Scottish Born Nigerian actress (born 1977)

Carolyna Hutchings (formerly known as Caroline Ekanem and Caroline Danjuma) is a Scottish-Nigerian actress, film producer, interior designer, businesswoman, and philanthropist. She is known for her contributions to various fields, including the entertainment industry, construction, interior design, and the oil and gas sector.
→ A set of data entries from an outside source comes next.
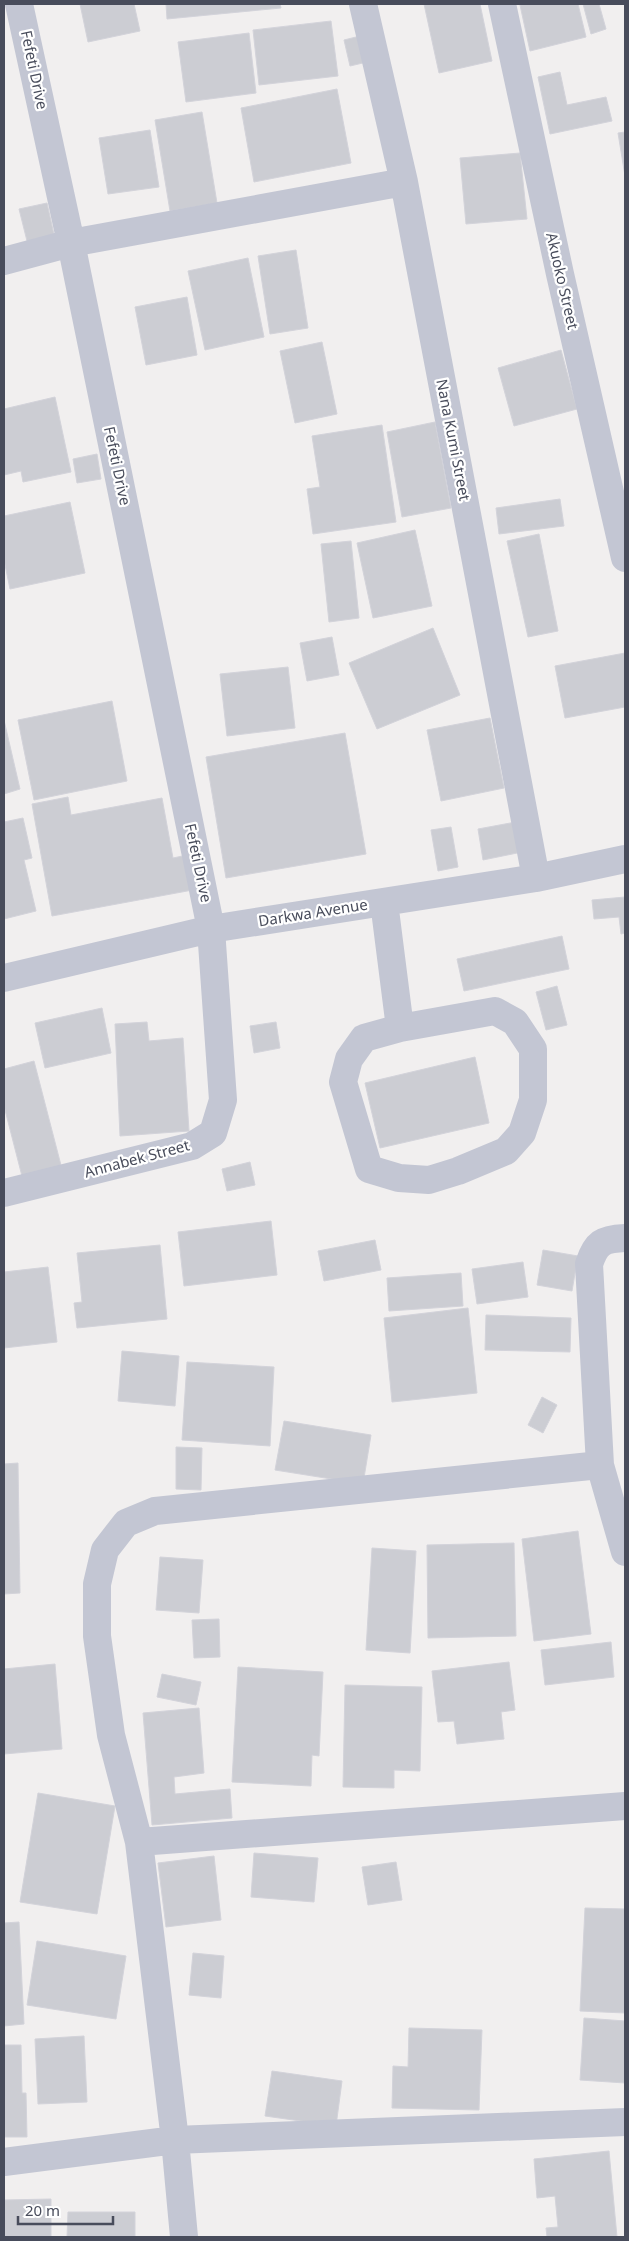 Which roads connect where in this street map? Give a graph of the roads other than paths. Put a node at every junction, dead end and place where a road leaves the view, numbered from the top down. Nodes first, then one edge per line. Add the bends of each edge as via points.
1 (19, 4) edge
2 (363, 4) edge
3 (502, 4) edge
4 (404, 182) junction
5 (71, 243) junction
6 (4, 261) edge
7 (625, 558) edge
8 (625, 859) edge
9 (536, 878) junction
10 (384, 902) junction
11 (212, 929) junction
12 (4, 978) edge
13 (400, 1028) junction
14 (4, 1193) edge
15 (625, 1238) edge
16 (600, 1465) junction
17 (625, 1552) edge
18 (625, 1806) edge
19 (139, 1842) junction
20 (625, 2122) edge
21 (174, 2140) junction
22 (4, 2162) edge
23 (184, 2237) edge

1 - 5 street, Fefeti Drive
2 - 4 street, Nana Kumi Street
3 - 7 street, Akuoko Street
4 - 5 street
4 - 9 street, Nana Kumi Street
5 - 6 street
5 - 11 street, Fefeti Drive
8 - 9 street, Darkwa Avenue
9 - 10 street, Darkwa Avenue
10 - 11 street, Darkwa Avenue
10 - 13 street
11 - 12 street, Darkwa Avenue
11 - 14 street, Annabek Street via 223,1100 213,1133 192,1146
13 - 13 street via 364,1038 349,1059 343,1082 369,1169 399,1178 429,1180 458,1172 506,1151 522,1132 533,1100 533,1049 515,1022 495,1011
15 - 16 street via 609,1238 595,1248 589,1264
16 - 17 street
16 - 19 street via 155,1511 126,1524 105,1550 97,1584 97,1636 112,1735
18 - 19 street
19 - 21 street
20 - 21 street
21 - 22 street
21 - 23 street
== Early life and education ==
Carolyna was born in Scotland to a Scottish father and a Nigerian mother. She is the first of three children and grew up in Nigeria. She holds a BSc in Geographical and Regional Planning from the University of Calabar and an MSc in International Law and Diplomacy from the University of Lagos. She further pursued an MBA from Edinburgh Business School, UK.

== Career ==
Chico Ejiro, through Rita Dominic, introduced Hutchings to the Nigerian film industry through the 2004 film Deadly Care. She has starred in other successful films, including Deadly Kiss (2004), Missing Angel (2004), The Captor (2006), Foreign Affairs, Real Love, The Twist, A Second Time and The Beast and the Angel. Her latest film is Stalker, co-starring Jim Iyke and Nse Ikpe Etim. In August 2017, she was honored for her advocacy programs centered around building capacities for Nigerian youths by a Pan-African organization.
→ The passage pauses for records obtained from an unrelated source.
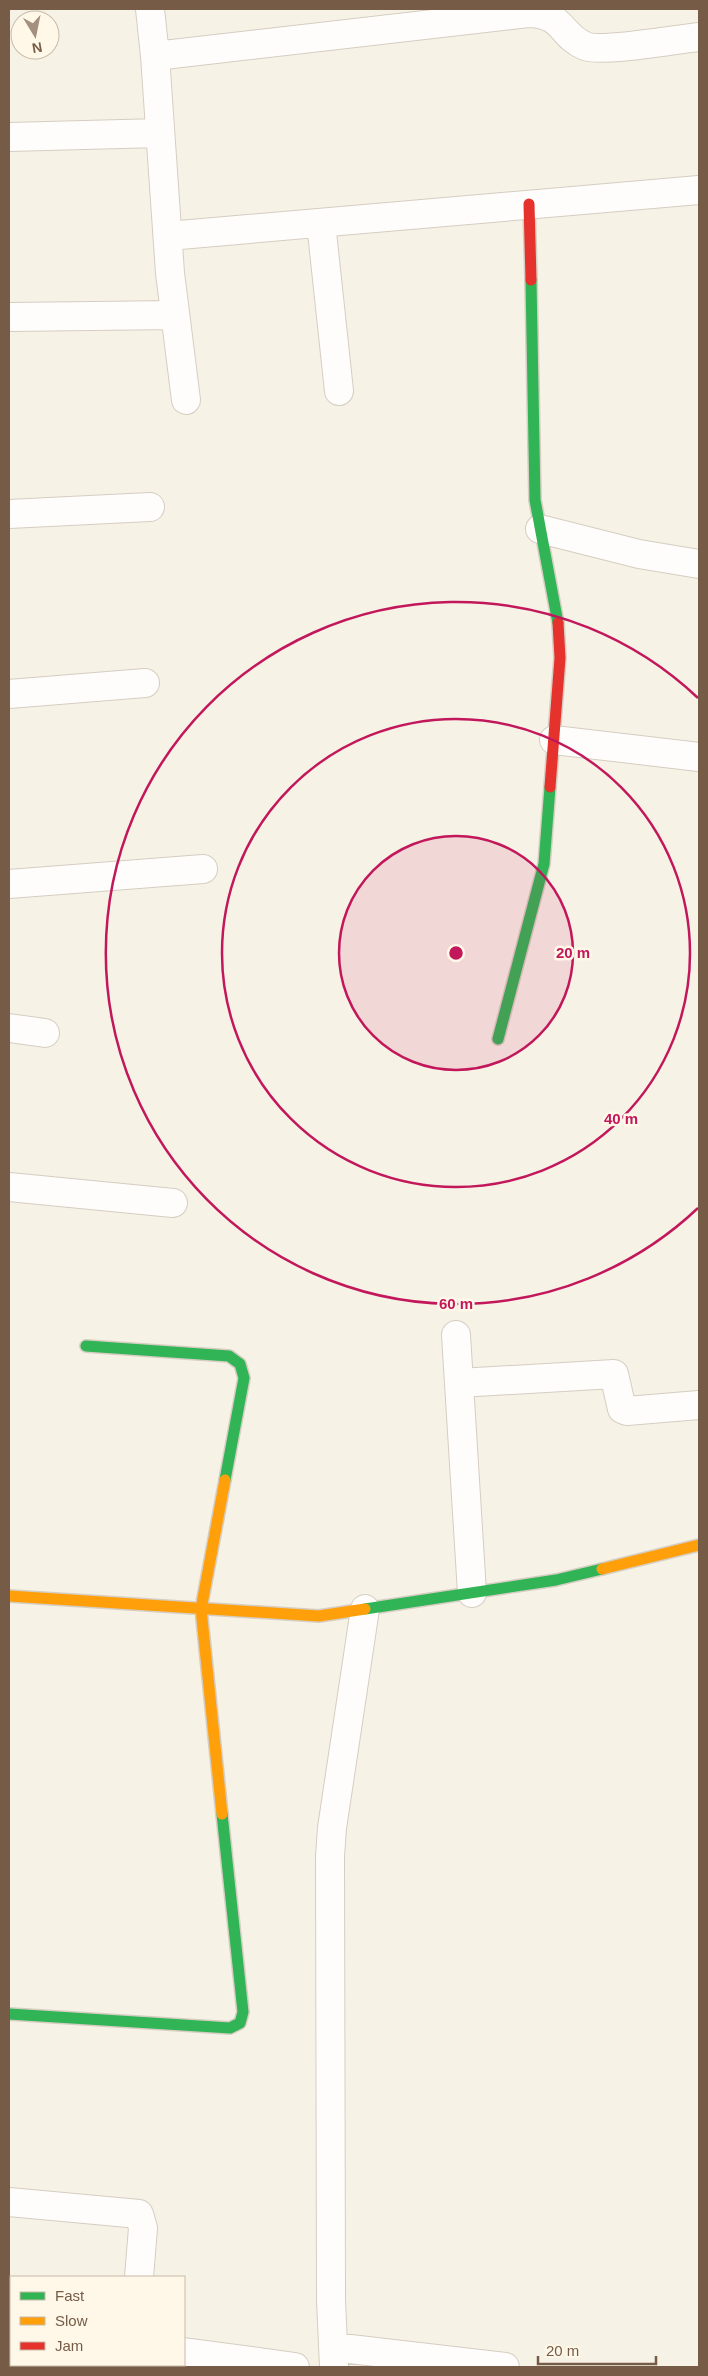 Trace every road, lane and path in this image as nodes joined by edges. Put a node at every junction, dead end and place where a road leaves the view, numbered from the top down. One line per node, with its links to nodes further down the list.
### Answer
1 (150, 9): 3 (street)
2 (699, 37): 3 (street)
3 (155, 56): 4 (street)
4 (160, 133): 5 (street); 9 (street)
5 (9, 137)
6 (699, 190): 7 (street)
7 (528, 204): 8 (street); 16 (street)
8 (321, 223): 9 (street); 12 (street)
9 (168, 236): 10 (street)
10 (175, 315): 11 (street); 13 (street)
11 (9, 317)
12 (339, 391)
13 (186, 400)
14 (150, 507): 15 (street)
15 (9, 514)
16 (540, 529): 17 (street); 20 (street)
17 (699, 564)
18 (145, 683): 19 (street)
19 (9, 694)
20 (554, 740): 21 (street); 26 (street)
21 (699, 757)
22 (202, 870): 23 (street)
23 (9, 884)
24 (9, 1028): 25 (street)
25 (45, 1033)
26 (498, 1039)
27 (9, 1187): 28 (street)
28 (173, 1203)
29 (456, 1335): 31 (street)
30 (86, 1346): 36 (street)
31 (459, 1383): 32 (street); 34 (street)
32 (699, 1405)
33 (699, 1545): 34 (street)
34 (472, 1593): 37 (street)
35 (9, 1596): 36 (street)
36 (201, 1609): 37 (street); 38 (street)
37 (365, 1609): 42 (street)
38 (9, 2014)
39 (9, 2202): 40 (street)
40 (138, 2276)
41 (185, 2352): 43 (street)
42 (334, 2357): 44 (street)
43 (296, 2367)
44 (506, 2367)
In 2022, Carolyna Hutchings entered politics as governorship running-mate in Akwa-Ibom State.

== Humanitarian efforts ==
Carolyna is the founder of Hopeville Foundation, an NGO dedicated to supporting women facing childbearing difficulties, children with birth defects, and promoting girl child education and empowerment.

== Filmography ==
Some of the movies Carolyna Hutchings has starred in include:
- Stalker (2016) as Ella
- Cold Feet (2020) as Counsellor
- Come Alive (2021) as Meg
- Mr Badmus (2019)
- Minority Tension (2007)
- The Captor (2006) as Gina
- Deadly Kiss (2004) as Nina
- In the Cupboard
- Show Girls (2006)
- Chameleon (2004)
- 11 Days 11 Nights (2005) as Michelle
- Mass Destruction
- The Journalist (2006)
- Face of Africa (2005)
- Colors of Emotions (2005) as Zelda
- Missing Angel (2004) as Zarah
- Fake Liars

== Personal life ==
Carolyna was previously married to Musa Danjuma, the younger brother to former defense minister, Theophilus Danjuma, in 2007. She had three children from the marriage. In 2016, the couple separated.